This post may contain affiliate links. You can view our affiliate disclosure here.
Today I’ll be reviewing the Callaway X Forged iron, a gold medal winner on the 2019 Golf Digest Hot List.
After a couple of previous iterations in 2009 and 2013, the X Forged made a return in 2018. It’s is described by Callaway as “Tour-inspired look and performance”, and it’s the model that Phil Mickelson currently has in his bag.
As a forged cavity-back, it was designed based on extensive feedback from Tour players, and is meant to deliver precise shot-making with a classic finish.
I was excited to get my hands on these irons and try them out. How do they perform? Do I recommend them over similar forged iron offerings?
Read on to find out what you need to know before putting these in your bag.
What are the reviews like?
The X Forged irons have been received extremely well by both recreational golfers and professionals.
What People Like
- excellent club weighting
- looks beautiful at address
- feel is soft
- still long despite being a players iron
- great accuracy and consistency
What People Don’t Like
- mishits can feel harsh
What are the features?
Tour players had a hand in designing the Forged X, based on what they think would perform well for better players.
Triple Net Forging & Tour Soles
High performance and excellent feel is the result of very precise triple net forging.
The soles are Tour configured for exceptional turf interaction out of a variety of lies.
Progressive CG & Precision Grooves
Firstly, the center of gravity is progressive — lower on the long irons, greatly improving control.
The X Forged irons also feature 20V grooves that produce high spin for even more control, as well as reduce fliers out of the rough.
The X Forged irons have a classic, clean, smooth look at address. The design was based on some of Callaway’s most popular forged irons.
You can buy the X Forged irons individually and in sets 3-PW, 4-PW, or 5-PW.
The stock shaft is the Project X Steel. You can choose from several different steel and graphite shafts.
The stock grip is the Lamkin UTx CHEV, one out of many options.
If you’re interested, full information on shafts, grips and their specs can be found on the Callaway website.
Below are the specs of the X Forged irons. Click or zoom to enlarge.
How do these irons perform?
Distance control with the X Forged irons is excellent, as I expected it would be. Distances are comparable to the Apex Pro.
Although my skill level isn’t sky-high to where I can hit yardages bang on, I can definitely see how the iron can be relied on in pressure situations to fly the right distance.
Contributing to this great consistency is the progressive CG, which produces optimal ball flights all throughout the set.
Yes, I know, forgiveness shouldn’t be a top consideration in a players iron, but I want to mention it anyway. Everyone could use a little forgiveness, after all.
Sure, you’ll definitely know if you strike the ball off the center of the face — fat, thin, towards the heel or toe — but the forgiveness isn’t that much worse than many game-improvement irons I’ve played.

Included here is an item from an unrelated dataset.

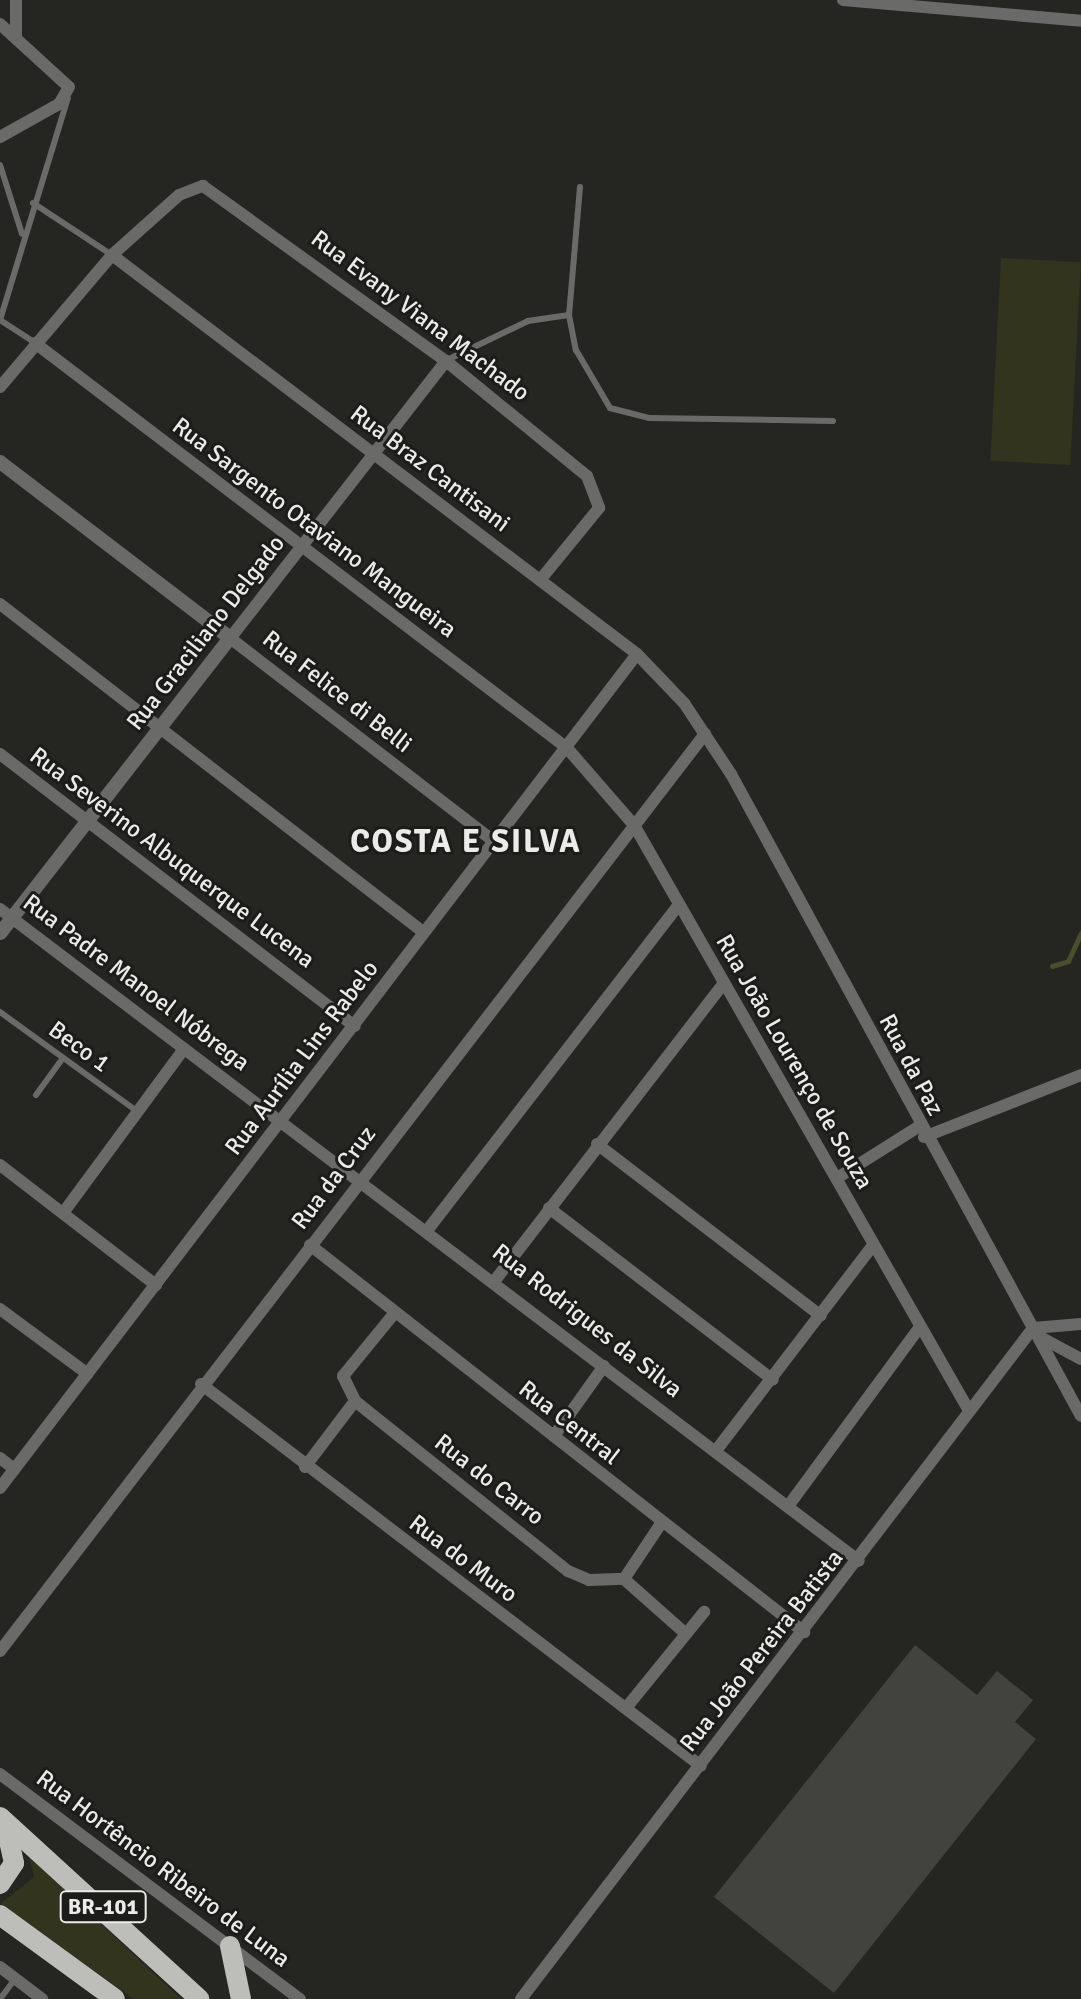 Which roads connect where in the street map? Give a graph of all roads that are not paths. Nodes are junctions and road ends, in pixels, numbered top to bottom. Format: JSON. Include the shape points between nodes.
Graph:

There is some forgiveness there despite the fact that this is a full-on players iron, and that’s a nice bonus that I think deserves mentioning.
Overall, I found ball flights with the X Forged to be very consistent and highly controllable. Capable golfers should have no trouble flighting the ball, hitting draws, fades, and straight balls.
During my testing, I was easily able to dial in my short irons and hit precision shots into the green.
One thing I should also mention is that these irons go through the turf beautifully. Whatever grass you’re hitting from, you can count on the X Forged to get you to where you want to go.
The X Forged irons aren’t going to put lipstick on your mis-hits, but when you do hit it solidly, you’ll be handsomely rewarded.
What about look, sound & feel?
I really love the look of these irons, both in the bag and at address. It just screams “professional” and “performance”.
There’s hardly any offset, the top line and soles are quite thin, and the clubhead frames the ball very nicely.
I love these kinds of looks much more than chunky game-improvement heads, even though I’m aware of the benefits GI irons offer. It all just looks really clean and good. For me, I feel better over the ball when I’m setting up with a thinner clubhead.
The X Forged irons have a satin chrome finish, with a very straightforward, no-frills badge design.
The Sound & Feel
As is typical with players irons like these, the feel gets firmer and harsher as you move away from the center of the face.
Hitting the sweet spot with the X Forged irons feels crisp and stable, with a hint of softness to it. The sound can be described as a solid snap, whack, or a combination of the two.
And feedback is some of the clearest that I’ve felt — you’ll be able to tell where you made contact with the face with great precision.
All in all, I would say that the sound and feel are above average for a players iron.
Where should I buy these irons online?
The X Forged irons can no longer be ordered from the official Callaway store because of their age.
For example, CGPO has a fairly large selection of used sets with a 12-month warranty, 90-day buy-back policy, and condition guarantee.
The X Forged is a premium players iron that doesn’t compromise on control, precision, or feel. And the truth is that there’s hardly anything I can criticize about it.
If you’re a better player (or even if you’re someone who wants to challenge yourself with better clubs) and you want a top-quality players iron with a touch of forgiveness, I strongly recommend you give the X Forged a try.